I bring this up now because we’re in a time of uncertainty, which no doubt has many of us very anxious. If that’s how you feel right now, or if you are close to someone who does, please understand that the answer to anxiety is NOT “Hollywood courage.” Christians especially need to hear this, because we often misinterpret the biblical command to “fear not.” For instance, many of us love to quote Philippians 4:6-7,
Do not be anxious about anything, but in everything by prayer and supplication with thanksgiving let your requests be made known to God. And the peace of God, which surpasses all understanding, will guard your hearts and your minds in Christ Jesus.
That’s a great promise, but we misuse it when we say, “Just stop worrying. Pray instead.” Quite frankly, most of us can’t stop anxious feelings from tormenting us, no matter how much we pray. That’s especially true in our current moment, when we’re all living through a crisis like nothing we’ve ever experienced or imagined. I heard an illustration in a sermon once that I’ve never forgotten. The preacher said, “I have a challenge for you. For the next ten seconds, I want you to not think about red monkeys. Alright? No red monkeys, for the next ten seconds. Ready…go.” Of course, no one could do it, because the harder you try not to think of something, the more certain that one thing–red monkeys–would pop into your mind. His point was that trying to stop worrying cold turkey doesn’t work. But there is an answer: Instead of trying to empty your mind of anxious thoughts, focus on filling it with other, better things.
Perhaps that’s why, just after Paul tells us to be anxious for nothing, he writes these words (Philippians 4:8-9):
Finally, brothers, whatever is true, whatever is honorable, whatever is just, whatever is pure, whatever is lovely, whatever is commendable, if there is any excellence, if there is anything worthy of praise, think about these things. What you have learned and received and heard and seen in me—practice these things, and the God of peace will be with you.

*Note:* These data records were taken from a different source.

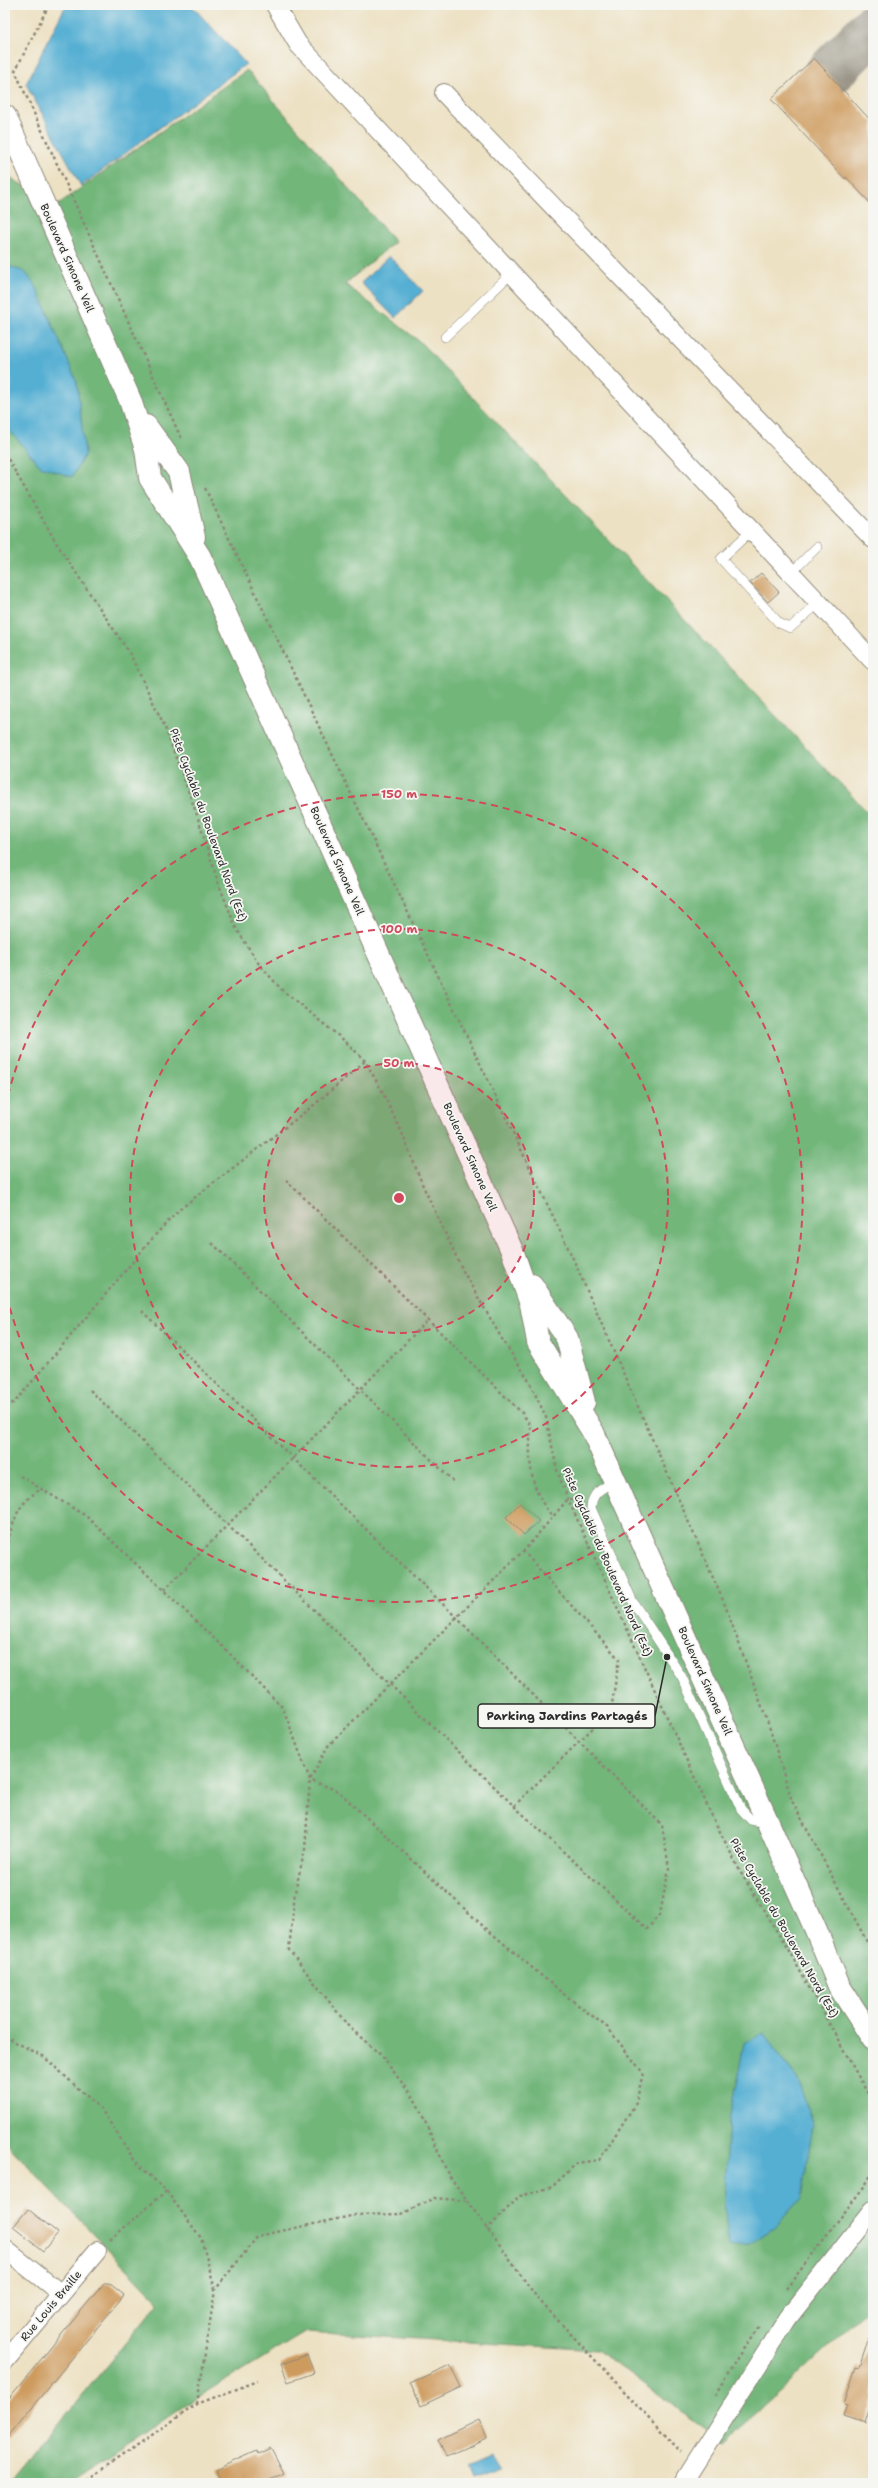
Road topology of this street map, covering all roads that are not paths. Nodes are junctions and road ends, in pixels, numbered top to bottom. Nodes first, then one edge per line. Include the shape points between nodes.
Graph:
1 (275, 5) edge
2 (444, 93) dead end
3 (5, 116) edge
4 (512, 273) junction
5 (445, 337) dead end
6 (751, 531) junction
7 (873, 539) edge
8 (817, 547) dead end
9 (791, 573) junction
10 (819, 603) junction
11 (873, 661) edge
12 (616, 1481) junction
13 (768, 1824) junction
14 (816, 1930) junction
15 (873, 2024) edge
16 (873, 2039) edge
17 (873, 2210) edge
18 (5, 2249) edge
19 (97, 2251) road end
20 (60, 2293) junction
21 (5, 2361) edge
22 (683, 2483) edge

1 - 4 street via 298,44
2 - 7 street
3 - 12 main road, Boulevard Simone Veil via 130,400 158,446 179,472 200,557 513,1253 567,1338 593,1432
4 - 5 lane
4 - 6 street
6 - 9 street
6 - 10 lane via 721,559 778,623 790,628
8 - 9 lane
9 - 10 street
10 - 11 street
12 - 13 main road, Boulevard Simone Veil
12 - 13 lane via 597,1491 591,1499 590,1508 633,1602 682,1677 740,1809 751,1820
13 - 14 main road, Boulevard Simone Veil
14 - 15 main road, Boulevard Simone Veil via 850,1992
14 - 16 main road, Boulevard Simone Veil via 839,1986
17 - 22 street via 788,2318
18 - 20 street
19 - 20 street, Rue Louis Braille
20 - 21 street, Rue Louis Braille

I think what Paul is saying is that the God of peace doesn’t work through magic; He doesn’t make our fears go away. Instead, He works through faith. When we choose to think on the things of God instead of the things we are afraid of, we experience peace. For example look at the phrase, “whatever is true.” Anxiety prods us to think of possibilities that may never happen–“What if I get this disease? What if someone I love dies? What if I lose my job, and we can’t pay our mortgage?” It’s only reasonable to be afraid of these things, but obsessing about them does no good. But there are things we KNOW are true–“God is in control. He loves us enough to die for us. He will do something wonderful through all of this pain and anxiety.” When we are focused on those things, those “true” thoughts push out the “what ifs” that drive us crazy.
But it’s not just about what we think. It’s about what we do. As Paul says, “practice these things,” referring to the Christian life. Paul is saying, “Live the way I’ve been teaching you to live.” So read God’s Word, and put it into practice. Every day you read it, there is something in there for you to work on. Checking up on your neighbors, forgiving your enemies, being generous to those who have less, praying for those who are hurting, writing encouraging letters to people who are struggling…these are all things we can do even in a time of quarantine that will align our lives with the instruction of Scripture. When we think this way and live this way, “the God of peace will be with” us. In other words, God’s peace comes to those who obey Him. He works through faith.
But I must add one more thing: There are people among us (more than you may know) for whom anxiety is a daily struggle, even in good times. If you are one of them, I hope you are getting help from a mental health professional. There is no shame in that; anymore than a person with a stomach ulcer should be embarrassed to take an acid-blocking medication. But for the rest of us, how do we comfort our friends and family members who struggle with anxiety? Pray and listen. Pray for them to experience peace. And listen to what they say. Ask them, “What specifically are you afraid of?” Then sit and listen, without judging or trying to “fix” their issue. For instance, a friend may say, “I can’t stop thinking about what might happen if one of my kids gets this. I am just terrified.” You can certainly tell them that this disease seems to be much harder on the elderly than the young, especially kids. But even knowing that may not “cure” their anxiety. Just listen. If, when they share their anxieties with you, you can show them that you care, it is a great way of bearing their burden. Their load gets lighter, because they finally feel that someone else understands what they are going through.
At First Baptist Church, we have a vision to bring peace to chaos in our community through transforming relationships. There is no better time to pursue that vision than now!